Queen heads off on Hebridean adventure
It used to be one of the favourite episodes of the Queen's year.
She would always begin her annual Scottish holiday with a cruise around the Western Isles aboard the royal yacht Britannia.
The journey would culminate with a voyage along the northern coast of Scotland, past her mother's holiday home at the Castle of Mey just west of John O'Groats, before finally landing at Aberdeen, from where the Queen would travel inland to her estate at Balmoral.
But Britannia was decommissioned in 1997.
Proposals for a new royal yacht foundered on the rocks of political sensitivity over costs.
The Queen's annual Scottish cruise, with its impromptu landings on remote beaches where the royal family would picnic out of sight of prying eyes, seemed destined to be nothing more than a memory.
However in 2006, the Queen surprised everyone.
It was the year of her 80th birthday and she awarded herself a summer vacation afloat.
She chartered a former Caledonian MacBrayne car ferry which had been refitted and transformed into a small cruise liner called the Hebridean Princess" and sailed off for a nine-day "family holiday" around the Scottish islands.
By all accounts the family, which has not always been noted for its warmth and conviviality, had a very jolly time.

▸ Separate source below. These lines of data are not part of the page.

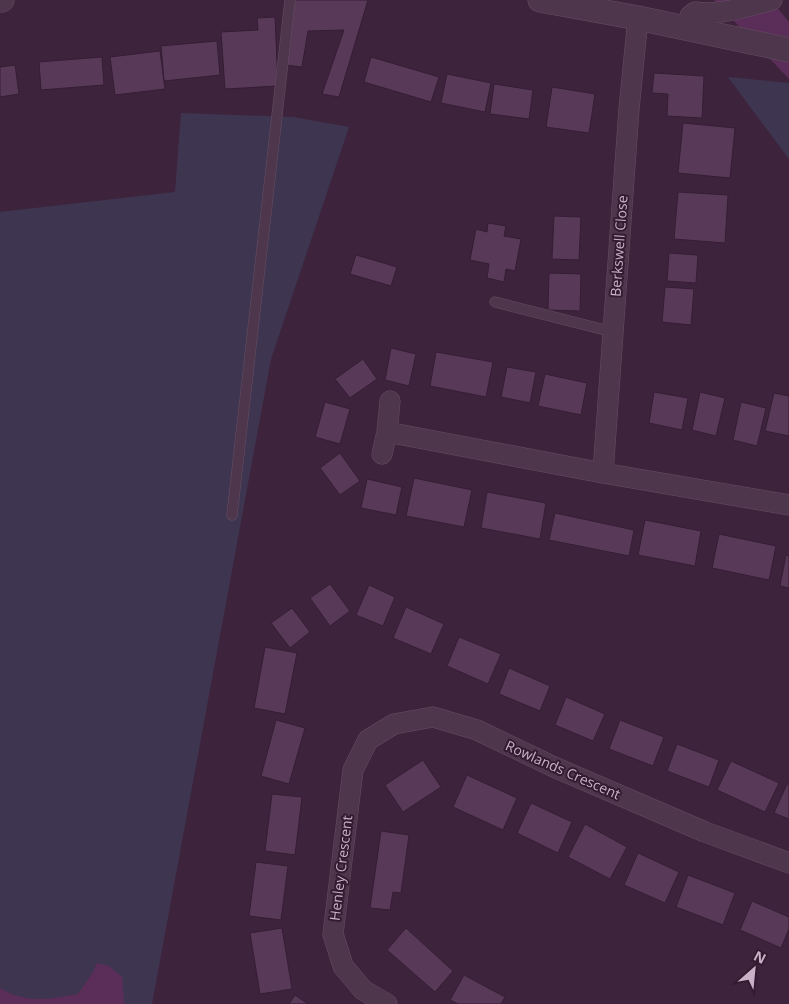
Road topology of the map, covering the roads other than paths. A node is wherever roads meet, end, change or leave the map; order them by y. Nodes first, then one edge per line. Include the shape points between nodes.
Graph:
1 (290, 0) edge
2 (540, 0) edge
3 (772, 0) edge
4 (638, 18) junction
5 (686, 28) junction
6 (789, 50) edge
7 (495, 302) dead end
8 (613, 332) junction
9 (390, 401) dead end
10 (387, 432) junction
11 (382, 454) dead end
12 (603, 474) junction
13 (789, 505) edge
14 (232, 515) dead end
15 (353, 770) joint
16 (789, 863) edge
17 (387, 1004) edge

1 - 14 lane
2 - 4 street
3 - 5 street via 728,12 695,12
4 - 5 street
4 - 8 street, Berkswell Close
5 - 6 street
7 - 8 lane
8 - 12 street, Berkswell Close
9 - 10 street
10 - 11 street
10 - 12 street
12 - 13 street
15 - 16 street, Rowlands Crescent via 368,740 394,724 433,717 477,730 696,828
15 - 17 street, Henley Crescent via 333,934 343,966 362,990

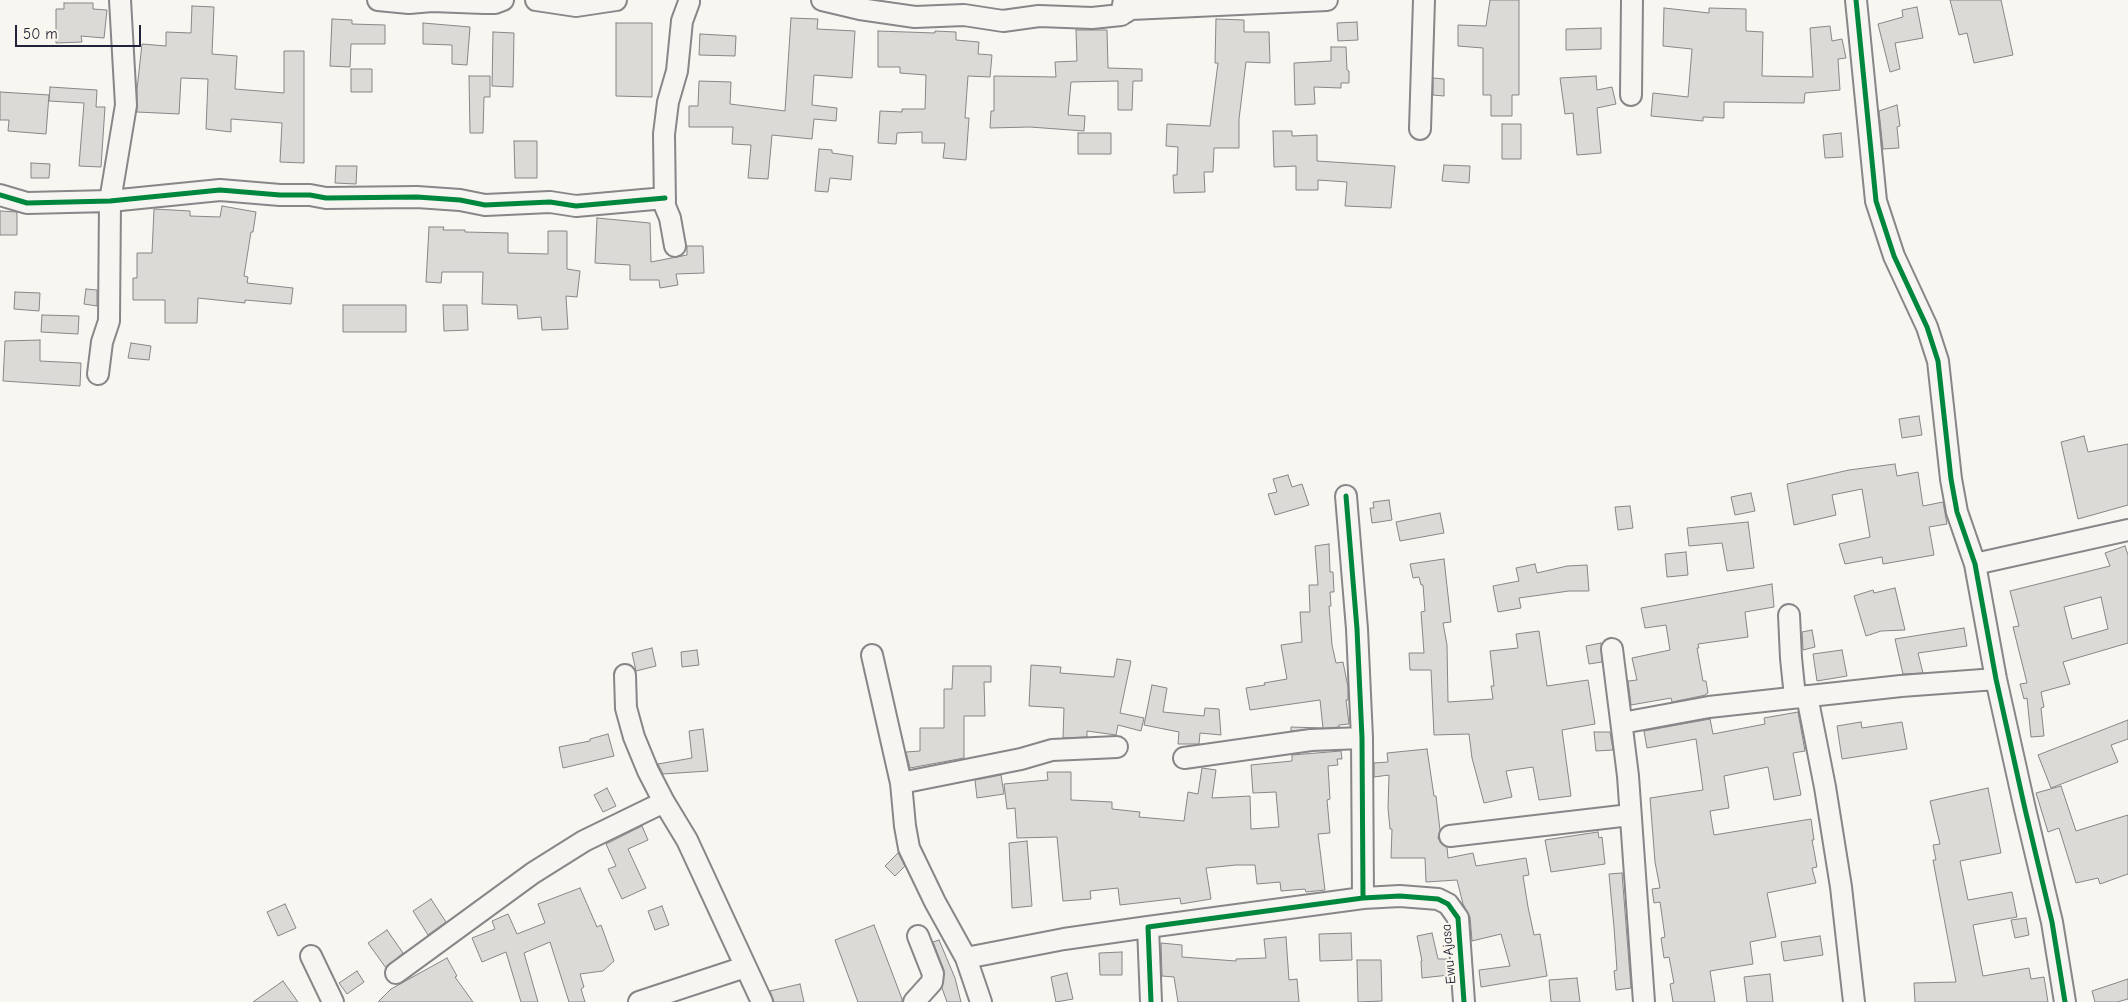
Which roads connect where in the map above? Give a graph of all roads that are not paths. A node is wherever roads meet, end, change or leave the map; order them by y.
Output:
1 (120, 0) edge
2 (378, 0) edge
3 (503, 0) edge
4 (536, 0) edge
5 (616, 0) edge
6 (689, 0) edge
7 (822, 0) edge
8 (1327, 0) edge
9 (1424, 0) edge
10 (1632, 0) edge
11 (1856, 0) edge
12 (1123, 7) edge
13 (1631, 94) dead end
14 (1420, 129) dead end
15 (0, 195) edge
16 (665, 198) junction
17 (110, 201) junction
18 (676, 246) dead end
19 (98, 374) dead end
20 (1346, 496) dead end
21 (2128, 530) edge
22 (1975, 564) junction
23 (1789, 615) dead end
24 (1612, 649) dead end
25 (872, 655) dead end
26 (626, 675) dead end
27 (1996, 679) junction
28 (1801, 696) junction
29 (1622, 723) junction
30 (1362, 738) junction
31 (1117, 747) dead end
32 (1184, 758) dead end
33 (901, 784) junction
34 (664, 802) junction
35 (1630, 815) junction
36 (1450, 836) dead end
37 (1363, 898) junction
38 (1148, 927) junction
39 (918, 936) dead end
40 (311, 956) dead end
41 (966, 958) junction
42 (745, 967) junction
43 (396, 973) dead end
44 (333, 1002) edge
45 (639, 1002) edge
46 (762, 1002) edge
47 (914, 1002) edge
48 (981, 1002) edge
49 (1151, 1002) edge
50 (1464, 1002) edge
51 (1644, 1002) edge
52 (1854, 1002) edge
53 (2065, 1002) edge

1 - 17 street
2 - 3 street
4 - 5 street
6 - 16 street
7 - 12 street
8 - 12 street
9 - 14 street
10 - 13 street
11 - 22 street
15 - 17 street
16 - 17 street
16 - 18 street
17 - 19 street
20 - 30 street
21 - 22 street
22 - 27 street
23 - 28 street
24 - 29 street
25 - 33 street
26 - 34 street
27 - 28 street
27 - 53 street
28 - 29 street
28 - 52 street
29 - 35 street
30 - 32 street
30 - 37 street
31 - 33 street
33 - 41 street
34 - 42 street
34 - 43 street
35 - 36 street
35 - 51 street
37 - 38 street, Ewu Ajasa
37 - 50 street, Ewu Ajasa
38 - 41 street, Ewu Ajasa
38 - 49 street
39 - 47 street
40 - 44 street
41 - 48 street
42 - 45 street
42 - 46 street

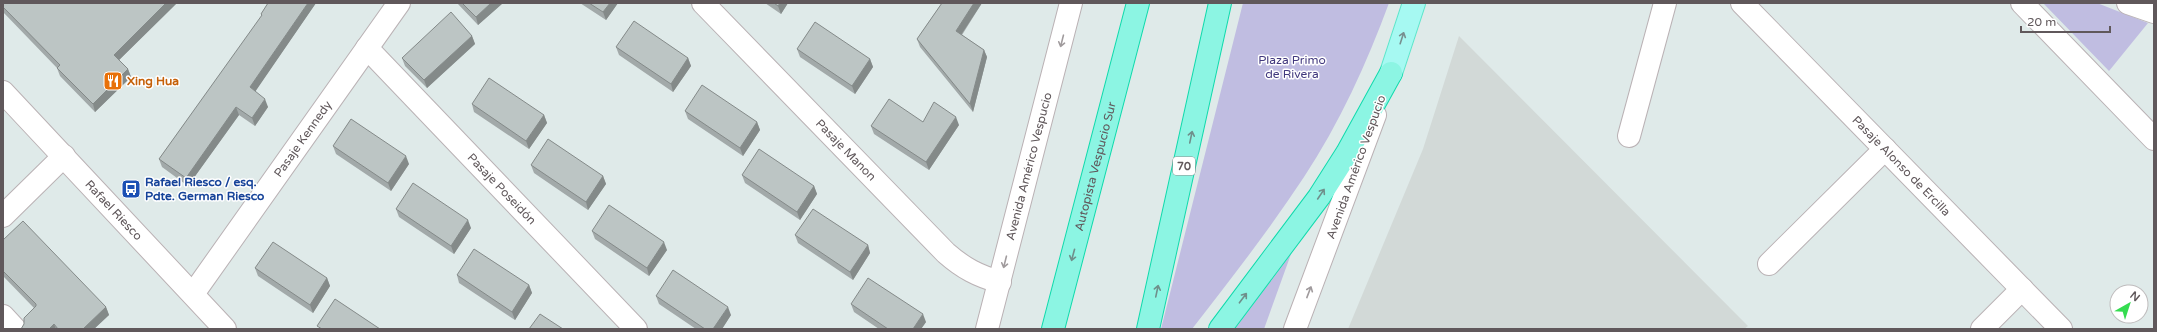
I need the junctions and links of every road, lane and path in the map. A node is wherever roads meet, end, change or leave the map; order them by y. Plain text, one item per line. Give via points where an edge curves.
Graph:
1 (399, 3) edge
2 (703, 3) edge
3 (1071, 3) edge
4 (1122, 3) edge
5 (1138, 3) edge
6 (1220, 3) edge
7 (1414, 3) edge
8 (1665, 3) edge
9 (1742, 3) edge
10 (2022, 3) edge
11 (2128, 3) edge
12 (2154, 12) edge
13 (367, 48) junction
14 (1391, 73) junction
15 (3, 92) edge
16 (1105, 136) junction
17 (1629, 136) dead end
18 (2154, 139) edge
19 (1885, 149) junction
20 (64, 156) junction
21 (3, 216) edge
22 (1769, 264) dead end
23 (1000, 282) junction
24 (2022, 289) junction
25 (193, 294) junction
26 (3, 316) edge
27 (15, 329) edge
28 (225, 329) edge
29 (636, 329) edge
30 (987, 329) edge
31 (1053, 329) edge
32 (1148, 329) edge
33 (1220, 329) edge
34 (1296, 329) edge
35 (1982, 329) edge
36 (2061, 329) edge

1 - 13 street, Pasaje Kennedy
2 - 23 street, Pasaje Manon via 946,253 960,266 976,275
3 -> 23 street, Avenida Américo Vespucio
4 - 16 highway
5 - 16 highway, Autopista Vespucio Sur
32 -> 6 highway, 70
14 -> 7 main road, Avenida Américo Vespucio
8 - 17 street
9 - 19 street, Pasaje Alonso de Ercilla
10 - 18 street
11 - 12 street
13 - 25 street, Pasaje Kennedy
13 - 29 street, Pasaje Poseidón
33 -> 14 highway via 1319,197 1347,153
34 -> 14 street, Avenida Américo Vespucio
15 - 20 street, Rafael Riesco
16 -> 31 highway, Autopista Vespucio Sur
19 - 22 street
19 - 24 street, Pasaje Alonso de Ercilla
20 - 21 street
20 - 25 street, Rafael Riesco
23 - 30 street, Avenida Américo Vespucio
24 - 35 street
24 - 36 street, Pasaje Alonso de Ercilla
25 - 28 street, Rafael Riesco
26 - 27 street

Perhaps it was the calming influence of the ocean, or simply the realisation that they were all trapped aboard the boat, so they had better make the best of it.
Whatever were the family dynamics of the royals afloat, it was clearly an experience which the Queen was keen to repeat.
So the MV Hebridean Princess has been summoned into royal service again, privately chartered by the Queen at a reputed cost this time of around £200,000.
According to Holyroodhouse, the vessel is to be the venue for a family celebration of the 60th birthday (in August) of the Princess Royal, and the 50th birthday earlier this year of the Duke of York.
So, somewhere in the seas off the Western Isles over the coming days, there will be a birthday party, or perhaps several birthday parties.
It will be a chance for a family which does not normally spend too much time together under the same roof, to relax in each other's company.
For the Queen herself it will be an opportunity to take a break from what has been a demanding year.
Quite apart from the routine engagements and duties which fill her schedule, there was an inconclusive general election which had to be navigated by the Palace.
Most recently, a nine-day tour of Canada was followed by a flying visit to New York, where she addressed the General Assembly of the United Nations and visited Ground Zero for the first time.
So while the cruise will be a chance for the royal family to mark the 50th and 60th birthdays of two of the Queen's children (and to anticipate the 90th birthday next year of her husband), it is the age of the Queen herself that, I suspect, most people will feel is the justification for this short maritime adventure.
She was 84 last April. She knows that there can never be any escape from her role.
But for a few days this summer, the seas and bracing winds off the Western Isles will give the Queen the closest thing to an away-from-it-all experience to which this notably frugal monarch will feel she is entitled.
It will re-kindle memories of happy times earlier in her reign when a much younger family sailed out aboard Britannia.
And it will end with another moment of family nostalgia because the cruise will conclude at her late mother's home at the Castle of Mey on the northern coast of Caithness at around the time of the 110th anniversary of the late Queen Mother's birth.
There the Queen and the other royal holidaymakers will come ashore to be entertained to lunch at the Castle of Mey by the Prince of Wales and his wife, before heading on to Balmoral for the remainder of her summer break.